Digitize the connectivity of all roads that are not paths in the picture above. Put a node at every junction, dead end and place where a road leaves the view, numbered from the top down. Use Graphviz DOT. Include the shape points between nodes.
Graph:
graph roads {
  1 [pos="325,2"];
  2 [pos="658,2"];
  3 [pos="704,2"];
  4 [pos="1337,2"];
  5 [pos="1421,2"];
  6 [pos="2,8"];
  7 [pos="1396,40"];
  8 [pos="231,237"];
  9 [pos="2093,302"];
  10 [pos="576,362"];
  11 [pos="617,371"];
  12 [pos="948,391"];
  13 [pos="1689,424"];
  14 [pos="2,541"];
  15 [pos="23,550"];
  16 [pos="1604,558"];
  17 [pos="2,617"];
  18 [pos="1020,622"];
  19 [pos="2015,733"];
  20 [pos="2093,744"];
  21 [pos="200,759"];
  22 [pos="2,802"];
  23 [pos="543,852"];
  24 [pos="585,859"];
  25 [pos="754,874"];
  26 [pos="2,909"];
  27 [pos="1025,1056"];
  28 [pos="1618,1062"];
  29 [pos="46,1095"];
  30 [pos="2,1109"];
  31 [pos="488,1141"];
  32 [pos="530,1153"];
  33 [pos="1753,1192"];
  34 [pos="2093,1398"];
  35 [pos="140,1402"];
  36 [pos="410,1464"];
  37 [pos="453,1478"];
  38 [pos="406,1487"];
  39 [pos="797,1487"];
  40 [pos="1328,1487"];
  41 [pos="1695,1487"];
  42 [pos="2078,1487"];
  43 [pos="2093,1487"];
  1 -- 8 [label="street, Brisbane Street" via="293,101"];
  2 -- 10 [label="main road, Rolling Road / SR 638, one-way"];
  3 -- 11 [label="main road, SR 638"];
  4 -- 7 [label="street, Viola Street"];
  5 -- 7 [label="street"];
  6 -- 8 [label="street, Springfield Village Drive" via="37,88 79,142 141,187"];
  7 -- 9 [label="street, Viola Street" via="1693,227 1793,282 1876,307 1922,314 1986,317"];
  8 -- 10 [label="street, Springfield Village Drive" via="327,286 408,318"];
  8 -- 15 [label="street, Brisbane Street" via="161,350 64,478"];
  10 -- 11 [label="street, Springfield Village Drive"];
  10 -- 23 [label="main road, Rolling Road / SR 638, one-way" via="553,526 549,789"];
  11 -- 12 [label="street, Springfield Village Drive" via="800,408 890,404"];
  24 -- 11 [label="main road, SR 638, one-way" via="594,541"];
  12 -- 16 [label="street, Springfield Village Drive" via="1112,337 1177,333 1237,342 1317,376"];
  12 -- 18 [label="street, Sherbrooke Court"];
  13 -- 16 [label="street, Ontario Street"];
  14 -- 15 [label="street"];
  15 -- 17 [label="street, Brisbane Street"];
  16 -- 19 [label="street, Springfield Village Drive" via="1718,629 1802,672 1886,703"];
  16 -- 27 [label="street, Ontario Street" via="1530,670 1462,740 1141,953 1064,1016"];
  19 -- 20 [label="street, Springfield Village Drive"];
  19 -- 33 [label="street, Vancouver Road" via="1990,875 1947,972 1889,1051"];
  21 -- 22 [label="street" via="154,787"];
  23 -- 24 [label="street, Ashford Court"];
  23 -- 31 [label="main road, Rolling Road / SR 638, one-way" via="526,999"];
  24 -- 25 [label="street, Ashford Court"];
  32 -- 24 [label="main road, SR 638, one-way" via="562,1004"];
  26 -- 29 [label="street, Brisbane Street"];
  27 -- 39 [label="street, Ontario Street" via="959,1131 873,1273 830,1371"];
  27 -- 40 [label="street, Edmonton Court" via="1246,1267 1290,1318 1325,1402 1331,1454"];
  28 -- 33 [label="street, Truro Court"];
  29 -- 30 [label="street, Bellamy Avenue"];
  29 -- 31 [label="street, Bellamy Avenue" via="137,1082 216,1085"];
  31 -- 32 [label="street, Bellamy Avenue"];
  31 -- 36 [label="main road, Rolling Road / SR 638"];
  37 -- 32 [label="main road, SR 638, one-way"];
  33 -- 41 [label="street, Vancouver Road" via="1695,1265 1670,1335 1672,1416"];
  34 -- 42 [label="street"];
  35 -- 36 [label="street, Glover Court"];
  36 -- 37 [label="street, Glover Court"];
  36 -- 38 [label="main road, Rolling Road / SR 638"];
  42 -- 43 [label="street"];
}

## PROBLEM DETAILS
A single number is asked for: how many lines in the entries above hold the string "Bellamy".

## YOUR RESPONSE
3